* Problem statement *
What is needed is every line of the material that contains "index".

* Input records *
>>

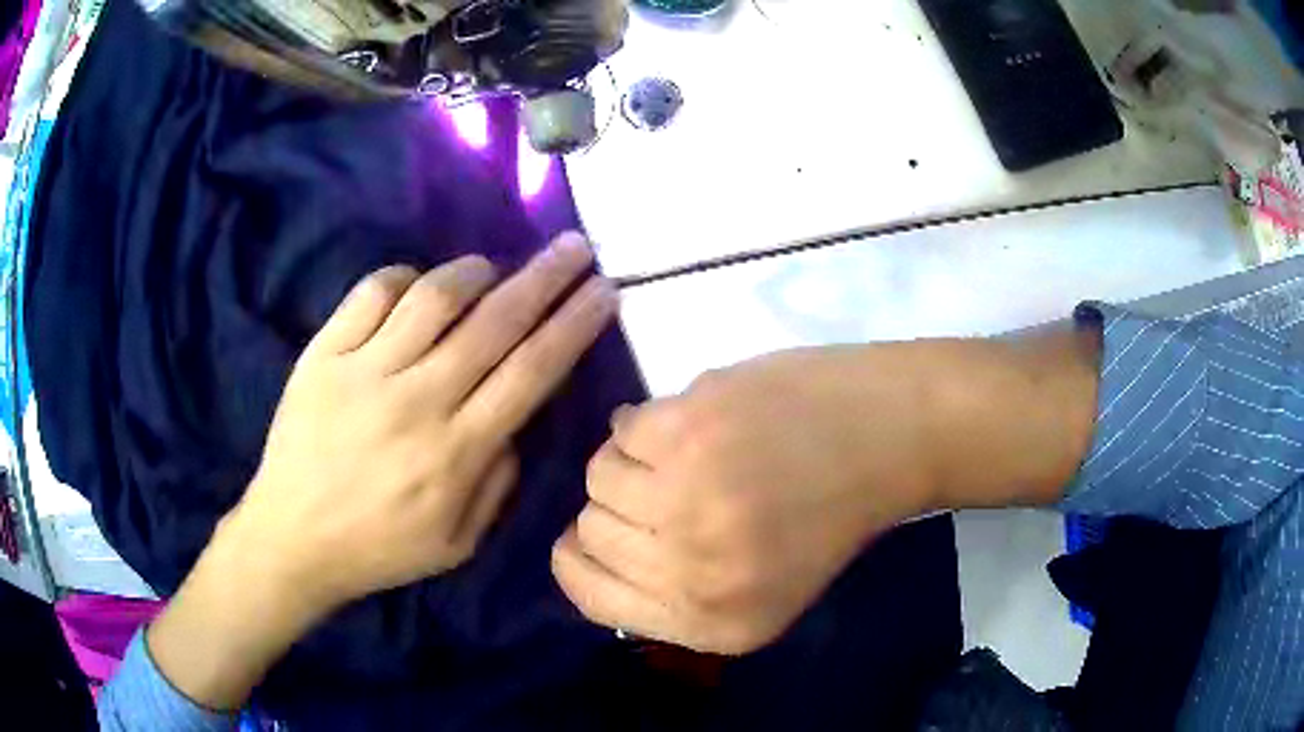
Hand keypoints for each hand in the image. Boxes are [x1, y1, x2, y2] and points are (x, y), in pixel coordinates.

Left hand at [148, 232, 616, 708]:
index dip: (574, 325)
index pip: (532, 371)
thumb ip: (498, 481)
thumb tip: (512, 422)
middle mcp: (418, 400)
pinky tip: (417, 287)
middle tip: (576, 247)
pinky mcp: (324, 354)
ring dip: (476, 272)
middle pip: (496, 322)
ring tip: (493, 267)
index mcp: (457, 452)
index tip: (603, 291)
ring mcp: (365, 371)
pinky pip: (371, 294)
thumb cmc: (379, 548)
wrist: (292, 539)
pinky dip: (404, 279)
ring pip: (435, 297)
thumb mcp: (458, 543)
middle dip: (547, 278)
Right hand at [552, 332, 1100, 654]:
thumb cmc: (830, 514)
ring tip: (689, 454)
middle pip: (588, 531)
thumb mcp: (766, 592)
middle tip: (668, 487)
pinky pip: (621, 427)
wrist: (889, 435)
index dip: (580, 560)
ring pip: (597, 476)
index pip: (588, 595)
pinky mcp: (686, 429)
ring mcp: (686, 498)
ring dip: (632, 461)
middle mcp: (692, 571)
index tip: (597, 535)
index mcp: (714, 624)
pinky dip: (650, 422)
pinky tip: (697, 424)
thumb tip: (589, 555)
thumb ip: (677, 593)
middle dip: (619, 508)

<<

* Output for this exercise *
index dip: (574, 325)
index pip: (532, 371)
index mcp: (457, 452)
index tip: (603, 291)
index dip: (580, 560)
index pip: (588, 595)
index tip: (597, 535)
index mcp: (714, 624)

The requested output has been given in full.